• [WHAT IS BEING ASKED] Without the pictures, set down every record below exactly as it reads.

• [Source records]
= Beginning of Section =
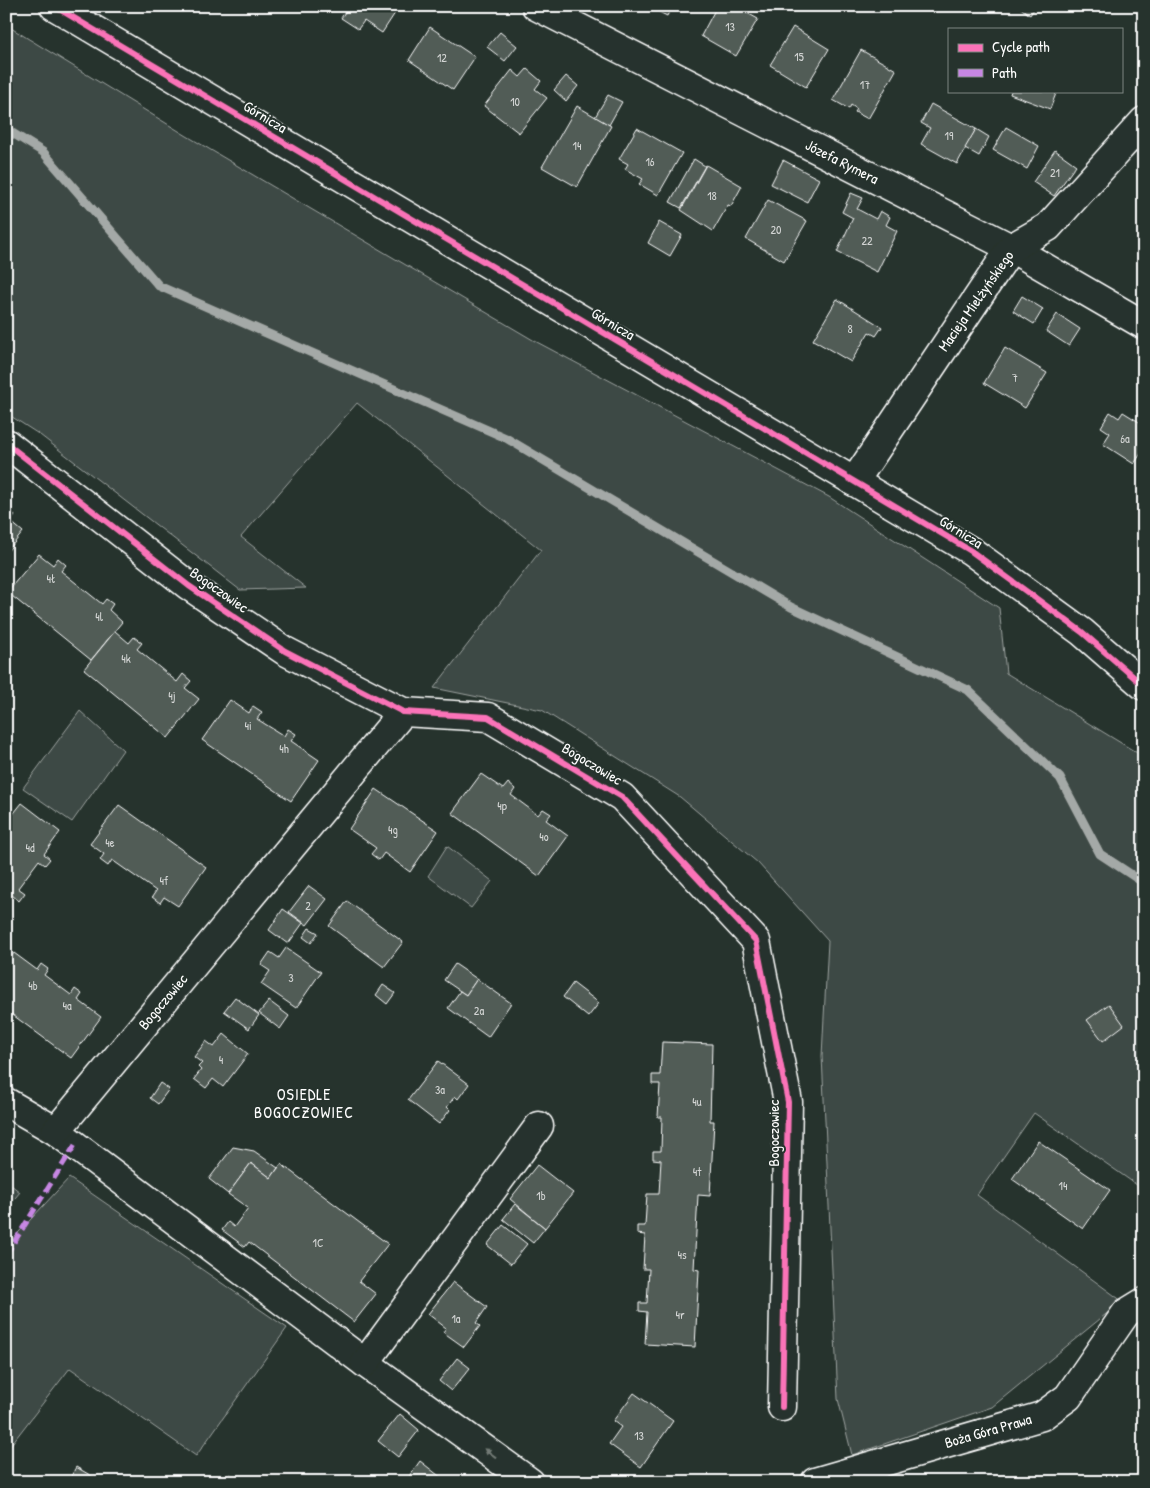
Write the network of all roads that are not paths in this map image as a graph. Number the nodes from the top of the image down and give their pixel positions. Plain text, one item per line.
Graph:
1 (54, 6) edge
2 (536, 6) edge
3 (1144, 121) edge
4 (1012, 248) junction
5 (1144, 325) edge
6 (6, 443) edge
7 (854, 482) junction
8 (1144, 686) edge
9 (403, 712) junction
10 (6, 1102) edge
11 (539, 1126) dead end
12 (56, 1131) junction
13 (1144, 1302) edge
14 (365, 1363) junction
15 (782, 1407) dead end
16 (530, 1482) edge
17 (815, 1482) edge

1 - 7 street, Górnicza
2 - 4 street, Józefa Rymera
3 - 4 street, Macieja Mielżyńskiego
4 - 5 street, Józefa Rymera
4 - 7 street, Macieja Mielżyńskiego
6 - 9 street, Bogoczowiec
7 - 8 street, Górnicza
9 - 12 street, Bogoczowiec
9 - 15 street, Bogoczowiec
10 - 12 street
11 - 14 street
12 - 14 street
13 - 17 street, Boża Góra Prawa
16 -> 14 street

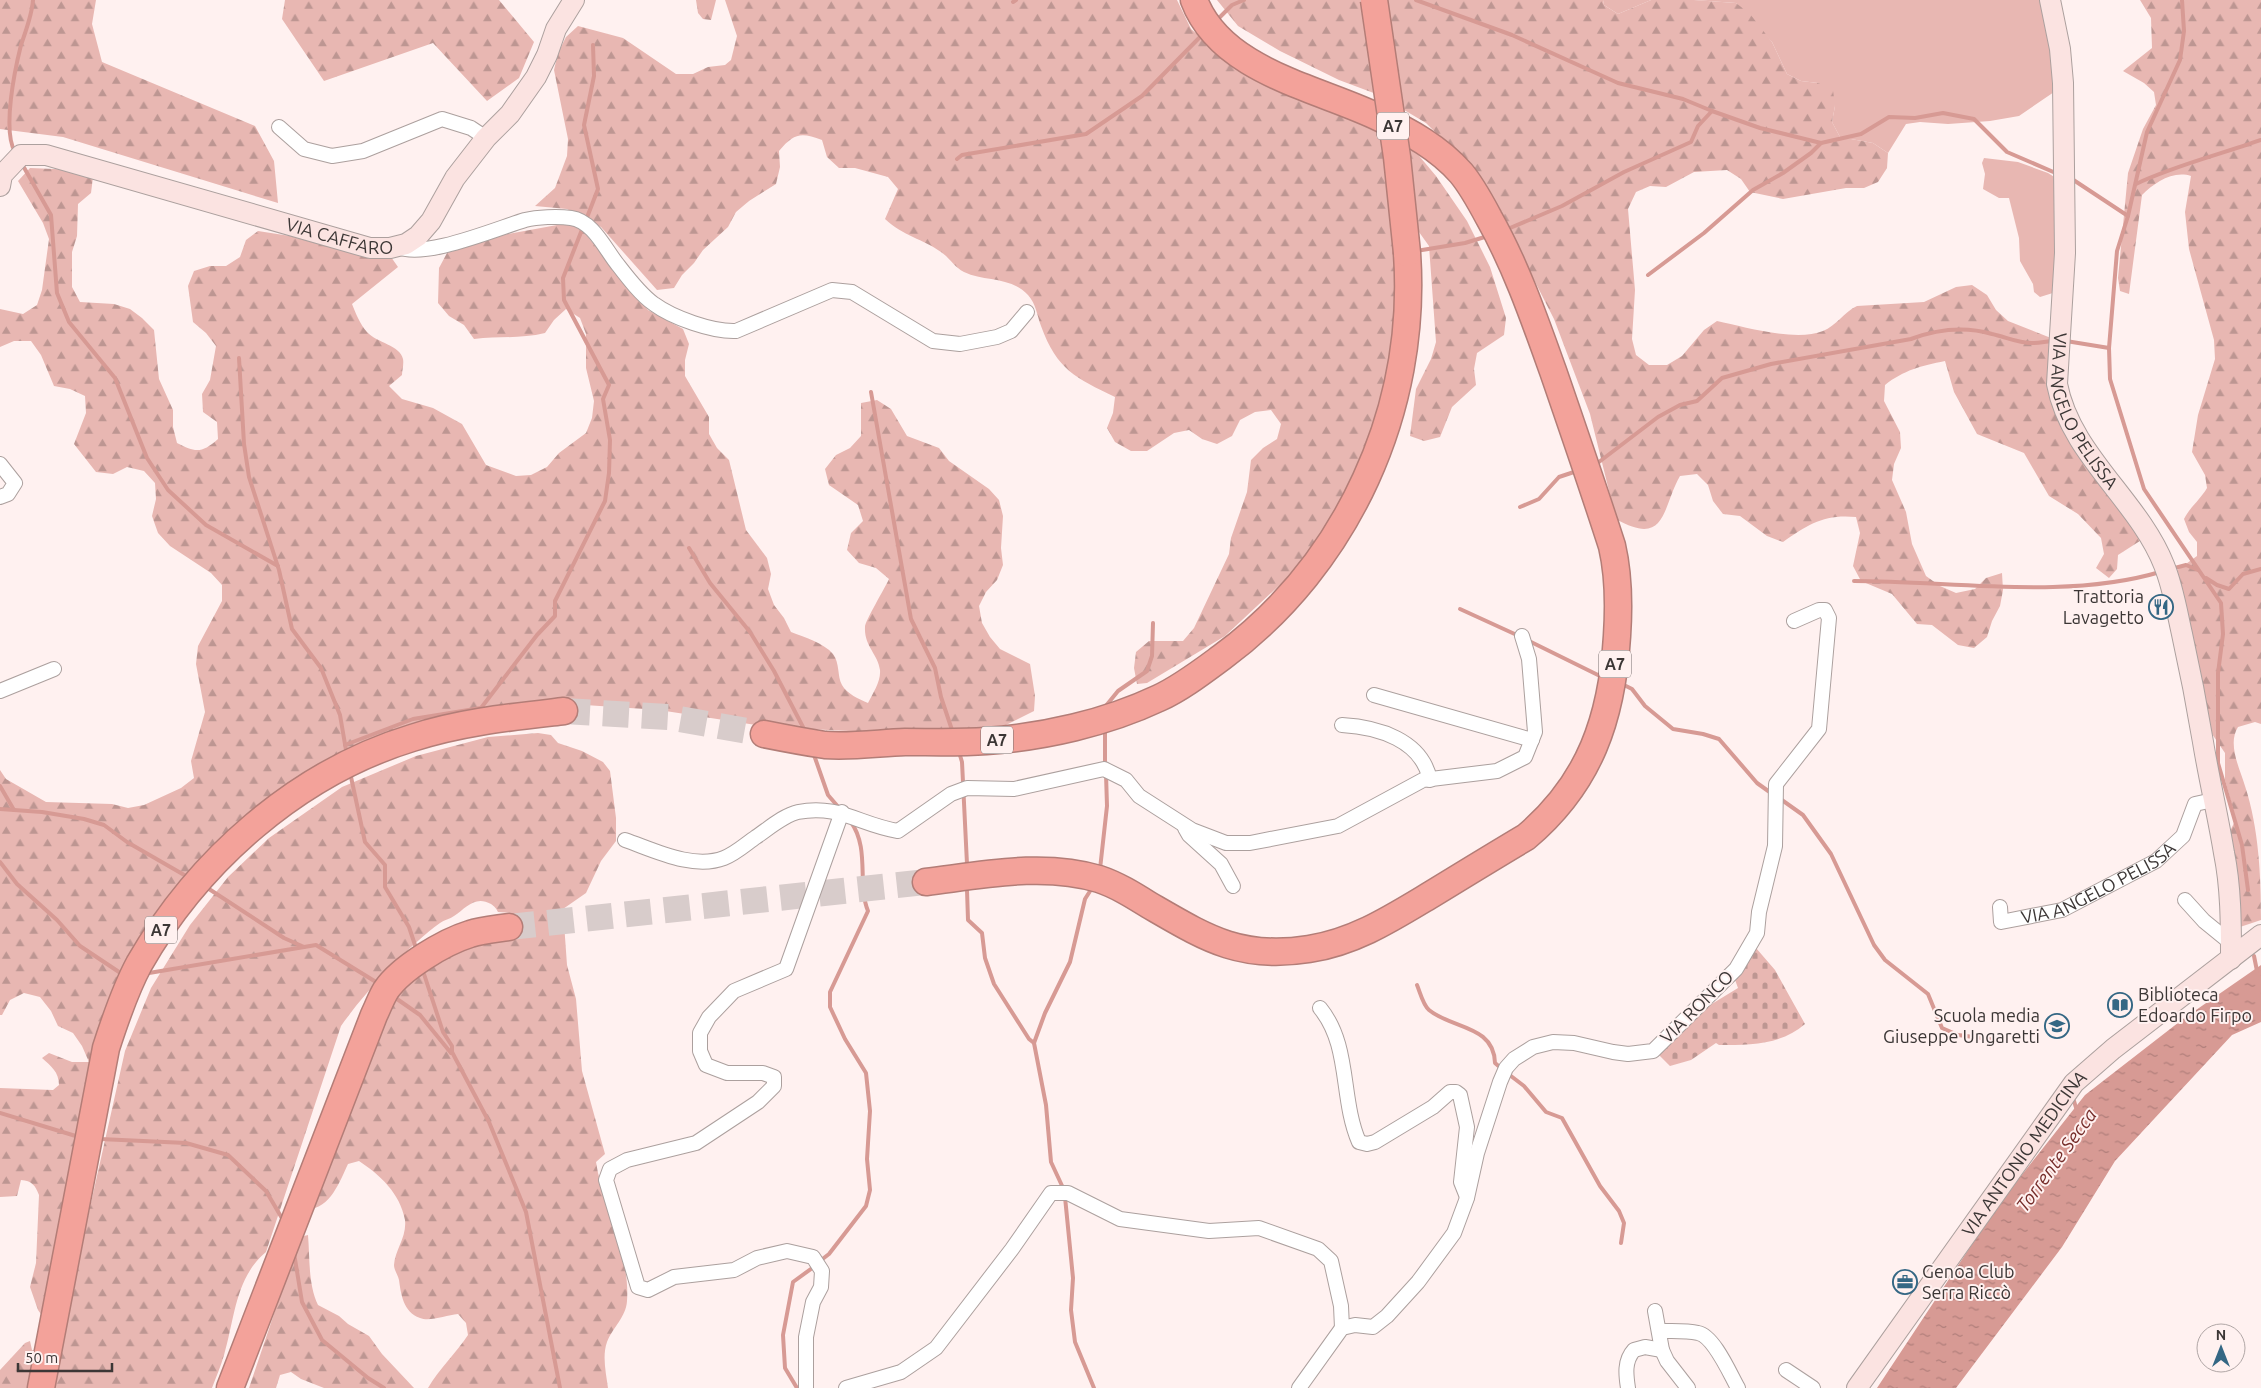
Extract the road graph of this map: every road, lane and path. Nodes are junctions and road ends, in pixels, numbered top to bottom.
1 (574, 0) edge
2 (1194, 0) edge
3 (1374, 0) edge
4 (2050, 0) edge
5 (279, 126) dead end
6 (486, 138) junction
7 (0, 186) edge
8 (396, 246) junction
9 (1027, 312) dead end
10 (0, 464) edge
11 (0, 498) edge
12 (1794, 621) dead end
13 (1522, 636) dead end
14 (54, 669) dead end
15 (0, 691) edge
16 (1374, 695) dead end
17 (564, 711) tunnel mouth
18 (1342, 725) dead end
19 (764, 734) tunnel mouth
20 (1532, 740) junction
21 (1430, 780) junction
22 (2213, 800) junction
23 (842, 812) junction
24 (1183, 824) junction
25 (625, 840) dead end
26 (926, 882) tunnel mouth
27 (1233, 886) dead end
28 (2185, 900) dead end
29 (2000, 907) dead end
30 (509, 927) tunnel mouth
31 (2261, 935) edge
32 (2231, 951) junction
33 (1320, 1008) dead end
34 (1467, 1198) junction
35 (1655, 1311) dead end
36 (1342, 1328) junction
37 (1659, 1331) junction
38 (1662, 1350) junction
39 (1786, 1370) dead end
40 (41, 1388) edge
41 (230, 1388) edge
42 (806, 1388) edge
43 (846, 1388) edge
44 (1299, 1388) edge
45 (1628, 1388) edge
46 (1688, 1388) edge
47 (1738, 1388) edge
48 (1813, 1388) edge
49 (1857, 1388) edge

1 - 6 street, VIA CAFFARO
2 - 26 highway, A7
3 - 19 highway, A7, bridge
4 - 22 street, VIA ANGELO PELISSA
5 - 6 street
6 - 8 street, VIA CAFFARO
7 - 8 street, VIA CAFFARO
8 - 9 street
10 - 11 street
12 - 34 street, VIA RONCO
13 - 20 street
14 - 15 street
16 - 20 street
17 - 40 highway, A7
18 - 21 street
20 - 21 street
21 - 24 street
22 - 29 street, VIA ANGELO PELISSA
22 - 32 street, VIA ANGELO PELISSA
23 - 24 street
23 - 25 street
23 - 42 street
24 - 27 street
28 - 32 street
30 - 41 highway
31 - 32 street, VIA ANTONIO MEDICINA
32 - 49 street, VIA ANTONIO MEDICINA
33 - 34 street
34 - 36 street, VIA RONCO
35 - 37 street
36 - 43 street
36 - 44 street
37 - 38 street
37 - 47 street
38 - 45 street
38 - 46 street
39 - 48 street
= End of Section =
• [PROBLEM SOLUTION]
Write the network of all roads that are not paths in this map image as a graph. Number the nodes from the top of the image down and give their pixel positions. Plain text, one item per line.
Graph:
1 (54, 6) edge
2 (536, 6) edge
3 (1144, 121) edge
4 (1012, 248) junction
5 (1144, 325) edge
6 (6, 443) edge
7 (854, 482) junction
8 (1144, 686) edge
9 (403, 712) junction
10 (6, 1102) edge
11 (539, 1126) dead end
12 (56, 1131) junction
13 (1144, 1302) edge
14 (365, 1363) junction
15 (782, 1407) dead end
16 (530, 1482) edge
17 (815, 1482) edge

1 - 7 street, Górnicza
2 - 4 street, Józefa Rymera
3 - 4 street, Macieja Mielżyńskiego
4 - 5 street, Józefa Rymera
4 - 7 street, Macieja Mielżyńskiego
6 - 9 street, Bogoczowiec
7 - 8 street, Górnicza
9 - 12 street, Bogoczowiec
9 - 15 street, Bogoczowiec
10 - 12 street
11 - 14 street
12 - 14 street
13 - 17 street, Boża Góra Prawa
16 -> 14 street

Extract the road graph of this map: every road, lane and path. Nodes are junctions and road ends, in pixels, numbered top to bottom.
1 (574, 0) edge
2 (1194, 0) edge
3 (1374, 0) edge
4 (2050, 0) edge
5 (279, 126) dead end
6 (486, 138) junction
7 (0, 186) edge
8 (396, 246) junction
9 (1027, 312) dead end
10 (0, 464) edge
11 (0, 498) edge
12 (1794, 621) dead end
13 (1522, 636) dead end
14 (54, 669) dead end
15 (0, 691) edge
16 (1374, 695) dead end
17 (564, 711) tunnel mouth
18 (1342, 725) dead end
19 (764, 734) tunnel mouth
20 (1532, 740) junction
21 (1430, 780) junction
22 (2213, 800) junction
23 (842, 812) junction
24 (1183, 824) junction
25 (625, 840) dead end
26 (926, 882) tunnel mouth
27 (1233, 886) dead end
28 (2185, 900) dead end
29 (2000, 907) dead end
30 (509, 927) tunnel mouth
31 (2261, 935) edge
32 (2231, 951) junction
33 (1320, 1008) dead end
34 (1467, 1198) junction
35 (1655, 1311) dead end
36 (1342, 1328) junction
37 (1659, 1331) junction
38 (1662, 1350) junction
39 (1786, 1370) dead end
40 (41, 1388) edge
41 (230, 1388) edge
42 (806, 1388) edge
43 (846, 1388) edge
44 (1299, 1388) edge
45 (1628, 1388) edge
46 (1688, 1388) edge
47 (1738, 1388) edge
48 (1813, 1388) edge
49 (1857, 1388) edge

1 - 6 street, VIA CAFFARO
2 - 26 highway, A7
3 - 19 highway, A7, bridge
4 - 22 street, VIA ANGELO PELISSA
5 - 6 street
6 - 8 street, VIA CAFFARO
7 - 8 street, VIA CAFFARO
8 - 9 street
10 - 11 street
12 - 34 street, VIA RONCO
13 - 20 street
14 - 15 street
16 - 20 street
17 - 40 highway, A7
18 - 21 street
20 - 21 street
21 - 24 street
22 - 29 street, VIA ANGELO PELISSA
22 - 32 street, VIA ANGELO PELISSA
23 - 24 street
23 - 25 street
23 - 42 street
24 - 27 street
28 - 32 street
30 - 41 highway
31 - 32 street, VIA ANTONIO MEDICINA
32 - 49 street, VIA ANTONIO MEDICINA
33 - 34 street
34 - 36 street, VIA RONCO
35 - 37 street
36 - 43 street
36 - 44 street
37 - 38 street
37 - 47 street
38 - 45 street
38 - 46 street
39 - 48 street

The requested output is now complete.